--- EXERCISE AIM ---
Transcribe every line of the entries exactly.
___ MATERIAL TO PROCESS ___
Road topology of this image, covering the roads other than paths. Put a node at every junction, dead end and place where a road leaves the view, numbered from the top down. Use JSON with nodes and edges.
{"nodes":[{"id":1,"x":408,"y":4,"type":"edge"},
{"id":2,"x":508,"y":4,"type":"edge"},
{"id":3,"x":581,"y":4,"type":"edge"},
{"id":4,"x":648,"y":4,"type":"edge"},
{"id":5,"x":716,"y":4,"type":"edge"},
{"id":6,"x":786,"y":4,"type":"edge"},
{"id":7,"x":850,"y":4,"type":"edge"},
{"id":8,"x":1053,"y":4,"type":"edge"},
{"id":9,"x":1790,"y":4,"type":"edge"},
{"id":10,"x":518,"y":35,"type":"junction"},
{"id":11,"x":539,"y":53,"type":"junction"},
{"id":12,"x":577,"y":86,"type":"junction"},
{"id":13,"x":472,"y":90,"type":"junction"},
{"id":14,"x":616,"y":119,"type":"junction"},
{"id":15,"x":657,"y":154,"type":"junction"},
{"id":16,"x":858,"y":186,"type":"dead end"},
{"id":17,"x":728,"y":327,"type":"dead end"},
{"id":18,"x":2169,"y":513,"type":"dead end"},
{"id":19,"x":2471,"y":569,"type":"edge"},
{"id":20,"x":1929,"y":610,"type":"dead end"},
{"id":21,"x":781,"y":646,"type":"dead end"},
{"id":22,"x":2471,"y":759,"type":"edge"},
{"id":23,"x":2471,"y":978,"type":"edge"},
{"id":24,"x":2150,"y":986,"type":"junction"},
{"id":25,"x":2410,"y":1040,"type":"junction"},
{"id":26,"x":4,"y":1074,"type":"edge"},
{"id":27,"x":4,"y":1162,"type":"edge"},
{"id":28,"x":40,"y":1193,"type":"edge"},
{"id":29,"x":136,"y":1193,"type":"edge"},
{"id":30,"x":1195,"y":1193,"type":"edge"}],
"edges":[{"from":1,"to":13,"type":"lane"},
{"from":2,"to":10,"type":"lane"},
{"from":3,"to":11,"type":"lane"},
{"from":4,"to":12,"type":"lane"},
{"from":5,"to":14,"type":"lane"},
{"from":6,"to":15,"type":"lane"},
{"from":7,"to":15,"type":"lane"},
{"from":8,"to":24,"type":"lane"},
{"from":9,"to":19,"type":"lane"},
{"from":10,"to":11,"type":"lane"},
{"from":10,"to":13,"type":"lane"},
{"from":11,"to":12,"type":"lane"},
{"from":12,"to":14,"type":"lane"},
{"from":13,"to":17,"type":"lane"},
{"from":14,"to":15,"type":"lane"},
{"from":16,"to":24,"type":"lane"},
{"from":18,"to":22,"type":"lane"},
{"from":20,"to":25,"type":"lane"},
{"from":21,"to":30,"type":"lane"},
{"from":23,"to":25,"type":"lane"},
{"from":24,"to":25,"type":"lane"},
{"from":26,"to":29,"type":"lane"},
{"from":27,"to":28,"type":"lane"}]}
___
--- SOLVED EXERCISE ---
Road topology of this image, covering the roads other than paths. Put a node at every junction, dead end and place where a road leaves the view, numbered from the top down. Use JSON with nodes and edges.
{"nodes":[{"id":1,"x":408,"y":4,"type":"edge"},
{"id":2,"x":508,"y":4,"type":"edge"},
{"id":3,"x":581,"y":4,"type":"edge"},
{"id":4,"x":648,"y":4,"type":"edge"},
{"id":5,"x":716,"y":4,"type":"edge"},
{"id":6,"x":786,"y":4,"type":"edge"},
{"id":7,"x":850,"y":4,"type":"edge"},
{"id":8,"x":1053,"y":4,"type":"edge"},
{"id":9,"x":1790,"y":4,"type":"edge"},
{"id":10,"x":518,"y":35,"type":"junction"},
{"id":11,"x":539,"y":53,"type":"junction"},
{"id":12,"x":577,"y":86,"type":"junction"},
{"id":13,"x":472,"y":90,"type":"junction"},
{"id":14,"x":616,"y":119,"type":"junction"},
{"id":15,"x":657,"y":154,"type":"junction"},
{"id":16,"x":858,"y":186,"type":"dead end"},
{"id":17,"x":728,"y":327,"type":"dead end"},
{"id":18,"x":2169,"y":513,"type":"dead end"},
{"id":19,"x":2471,"y":569,"type":"edge"},
{"id":20,"x":1929,"y":610,"type":"dead end"},
{"id":21,"x":781,"y":646,"type":"dead end"},
{"id":22,"x":2471,"y":759,"type":"edge"},
{"id":23,"x":2471,"y":978,"type":"edge"},
{"id":24,"x":2150,"y":986,"type":"junction"},
{"id":25,"x":2410,"y":1040,"type":"junction"},
{"id":26,"x":4,"y":1074,"type":"edge"},
{"id":27,"x":4,"y":1162,"type":"edge"},
{"id":28,"x":40,"y":1193,"type":"edge"},
{"id":29,"x":136,"y":1193,"type":"edge"},
{"id":30,"x":1195,"y":1193,"type":"edge"}],
"edges":[{"from":1,"to":13,"type":"lane"},
{"from":2,"to":10,"type":"lane"},
{"from":3,"to":11,"type":"lane"},
{"from":4,"to":12,"type":"lane"},
{"from":5,"to":14,"type":"lane"},
{"from":6,"to":15,"type":"lane"},
{"from":7,"to":15,"type":"lane"},
{"from":8,"to":24,"type":"lane"},
{"from":9,"to":19,"type":"lane"},
{"from":10,"to":11,"type":"lane"},
{"from":10,"to":13,"type":"lane"},
{"from":11,"to":12,"type":"lane"},
{"from":12,"to":14,"type":"lane"},
{"from":13,"to":17,"type":"lane"},
{"from":14,"to":15,"type":"lane"},
{"from":16,"to":24,"type":"lane"},
{"from":18,"to":22,"type":"lane"},
{"from":20,"to":25,"type":"lane"},
{"from":21,"to":30,"type":"lane"},
{"from":23,"to":25,"type":"lane"},
{"from":24,"to":25,"type":"lane"},
{"from":26,"to":29,"type":"lane"},
{"from":27,"to":28,"type":"lane"}]}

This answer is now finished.